How to Get the Standard Metadata for a PDF With iText7 and C#
In this post I'll take you through getting the standard set of metadata for a PDF with iText7 and C# in a way you can understand what's happening and just copy it into your codebase.
The following is a plug and play block of code that makes no assumptions on your code base. There will most probably be a more efficient way to incorporate this for your needs such as passing more things around by reference, or having guard clauses. This example also uses the newer C#8 using
declaration syntax, but feel free to swap that out with the usual using
statement syntax.
This code below takes in a byte[]
of the PDF, safely opens it and extracts the default metadata into a Dictionary<string, string>
for you to consume. If you already have the PdfDocument
object in your code, then your task is even easier.
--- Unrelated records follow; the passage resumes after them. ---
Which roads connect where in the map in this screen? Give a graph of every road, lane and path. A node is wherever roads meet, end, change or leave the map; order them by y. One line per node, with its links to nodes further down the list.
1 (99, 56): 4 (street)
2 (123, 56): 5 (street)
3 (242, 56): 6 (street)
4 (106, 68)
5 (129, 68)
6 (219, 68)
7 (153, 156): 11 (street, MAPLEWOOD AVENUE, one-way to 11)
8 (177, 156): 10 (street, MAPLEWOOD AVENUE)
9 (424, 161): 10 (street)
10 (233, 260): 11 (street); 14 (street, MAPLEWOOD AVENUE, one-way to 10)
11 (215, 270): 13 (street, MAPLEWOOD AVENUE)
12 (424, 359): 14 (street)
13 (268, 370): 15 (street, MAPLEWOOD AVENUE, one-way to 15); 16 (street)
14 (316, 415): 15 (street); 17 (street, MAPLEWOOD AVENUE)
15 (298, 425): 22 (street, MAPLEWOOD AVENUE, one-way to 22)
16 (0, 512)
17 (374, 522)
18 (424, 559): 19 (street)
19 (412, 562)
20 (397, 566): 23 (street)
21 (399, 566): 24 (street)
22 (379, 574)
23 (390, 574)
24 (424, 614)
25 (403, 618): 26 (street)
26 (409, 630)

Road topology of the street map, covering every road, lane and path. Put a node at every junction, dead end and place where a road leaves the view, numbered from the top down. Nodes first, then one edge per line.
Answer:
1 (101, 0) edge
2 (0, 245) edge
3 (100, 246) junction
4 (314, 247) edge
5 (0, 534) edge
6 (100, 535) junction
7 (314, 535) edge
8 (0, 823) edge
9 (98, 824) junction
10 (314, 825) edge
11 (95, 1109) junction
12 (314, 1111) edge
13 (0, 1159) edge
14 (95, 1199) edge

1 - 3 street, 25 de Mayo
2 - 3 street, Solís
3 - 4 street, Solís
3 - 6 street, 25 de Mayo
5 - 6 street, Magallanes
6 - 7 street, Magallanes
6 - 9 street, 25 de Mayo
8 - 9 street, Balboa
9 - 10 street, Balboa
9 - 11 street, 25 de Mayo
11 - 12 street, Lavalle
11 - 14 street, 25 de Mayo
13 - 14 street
public Dictionary<string, string> GetStandardMetadata(byte[] pdf)
{
var metadataDictionary = new Dictionary<string, string>();
using var inputStream = new MemoryStream(pdf);
using var reader = new PdfReader(inputStream);
using var document = new PdfDocument(reader);
var documentInfo = document.GetDocumentInfo();
metadataDictionary.Add("Title", documentInfo.GetTitle());
metadataDictionary.Add("Author", documentInfo.GetAuthor());
metadataDictionary.Add("Subject", documentInfo.GetSubject());
metadataDictionary.Add("Creator", documentInfo.GetCreator());
metadataDictionary.Add("Producer", documentInfo.GetProducer());
metadataDictionary.Add("Keywords", documentInfo.GetKeywords());
return metadataDictionary;
}
Want to quickly spin this up to play with it? You can get your PDF byte[]
via:
var pdf = File.ReadAllBytes(@"C:\document.pdf");